Work task:
Every record here needs to be duplicated exactly.

(Pose landmark coordinates)
########
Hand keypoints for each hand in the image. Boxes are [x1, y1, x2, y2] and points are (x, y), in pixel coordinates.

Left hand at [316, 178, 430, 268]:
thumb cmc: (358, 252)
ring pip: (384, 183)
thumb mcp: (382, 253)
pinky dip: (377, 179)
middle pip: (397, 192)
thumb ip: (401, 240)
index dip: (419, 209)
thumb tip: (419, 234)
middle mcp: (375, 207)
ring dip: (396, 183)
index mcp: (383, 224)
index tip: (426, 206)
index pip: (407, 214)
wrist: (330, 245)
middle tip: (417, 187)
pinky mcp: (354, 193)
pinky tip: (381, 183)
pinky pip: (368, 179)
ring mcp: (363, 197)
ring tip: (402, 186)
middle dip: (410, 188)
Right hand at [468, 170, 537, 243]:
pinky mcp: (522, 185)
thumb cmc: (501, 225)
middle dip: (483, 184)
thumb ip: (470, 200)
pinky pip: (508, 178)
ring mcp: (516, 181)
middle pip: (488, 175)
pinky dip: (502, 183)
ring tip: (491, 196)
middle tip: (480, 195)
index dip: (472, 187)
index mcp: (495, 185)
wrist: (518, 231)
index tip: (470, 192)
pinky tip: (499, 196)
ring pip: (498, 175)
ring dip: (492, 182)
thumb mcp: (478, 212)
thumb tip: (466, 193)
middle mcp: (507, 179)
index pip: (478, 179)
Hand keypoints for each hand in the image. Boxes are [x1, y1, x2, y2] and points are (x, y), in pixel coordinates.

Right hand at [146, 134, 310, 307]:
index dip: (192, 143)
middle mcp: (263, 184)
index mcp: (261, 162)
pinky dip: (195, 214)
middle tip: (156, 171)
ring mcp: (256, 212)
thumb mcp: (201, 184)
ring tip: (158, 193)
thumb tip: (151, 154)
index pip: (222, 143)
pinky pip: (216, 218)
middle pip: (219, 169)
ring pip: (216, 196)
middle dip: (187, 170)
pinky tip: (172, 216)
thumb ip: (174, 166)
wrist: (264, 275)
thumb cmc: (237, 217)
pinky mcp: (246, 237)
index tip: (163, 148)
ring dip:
########
Answer below:
Hand keypoints for each hand in the image. Boxes are [x1, y1, x2, y2] and points are (x, y), in pixel coordinates.

Left hand at [316, 178, 430, 268]:
thumb cmc: (358, 252)
ring pip: (384, 183)
thumb mcp: (382, 253)
pinky dip: (377, 179)
middle pip: (397, 192)
thumb ip: (401, 240)
index dip: (419, 209)
thumb tip: (419, 234)
middle mcp: (375, 207)
ring dip: (396, 183)
index mcp: (383, 224)
index tip: (426, 206)
index pip: (407, 214)
wrist: (330, 245)
middle tip: (417, 187)
pinky mcp: (354, 193)
pinky tip: (381, 183)
pinky pip: (368, 179)
ring mcp: (363, 197)
ring tip: (402, 186)
middle dip: (410, 188)
Right hand at [468, 170, 537, 243]:
pinky mcp: (522, 185)
thumb cmc: (501, 225)
middle dip: (483, 184)
thumb ip: (470, 200)
pinky pip: (508, 178)
ring mcp: (516, 181)
middle pip: (488, 175)
pinky dip: (502, 183)
ring tip: (491, 196)
middle tip: (480, 195)
index dip: (472, 187)
index mcp: (495, 185)
wrist: (518, 231)
index tip: (470, 192)
pinky tip: (499, 196)
ring pip: (498, 175)
ring dip: (492, 182)
thumb mcp: (478, 212)
thumb tip: (466, 193)
middle mcp: (507, 179)
index pip: (478, 179)
Hand keypoints for each hand in the image. Boxes are [x1, y1, x2, y2] and points are (x, y), in pixel coordinates.

Right hand at [146, 134, 310, 307]:
index dip: (192, 143)
middle mcp: (263, 184)
index mcp: (261, 162)
pinky dip: (195, 214)
middle tip: (156, 171)
ring mcp: (256, 212)
thumb mcp: (201, 184)
ring tip: (158, 193)
thumb tip: (151, 154)
index pip: (222, 143)
pinky pip: (216, 218)
middle pip: (219, 169)
ring pip: (216, 196)
middle dip: (187, 170)
pinky tip: (172, 216)
thumb ip: (174, 166)
wrist: (264, 275)
thumb cmc: (237, 217)
pinky mcp: (246, 237)
index tip: (163, 148)
ring dip:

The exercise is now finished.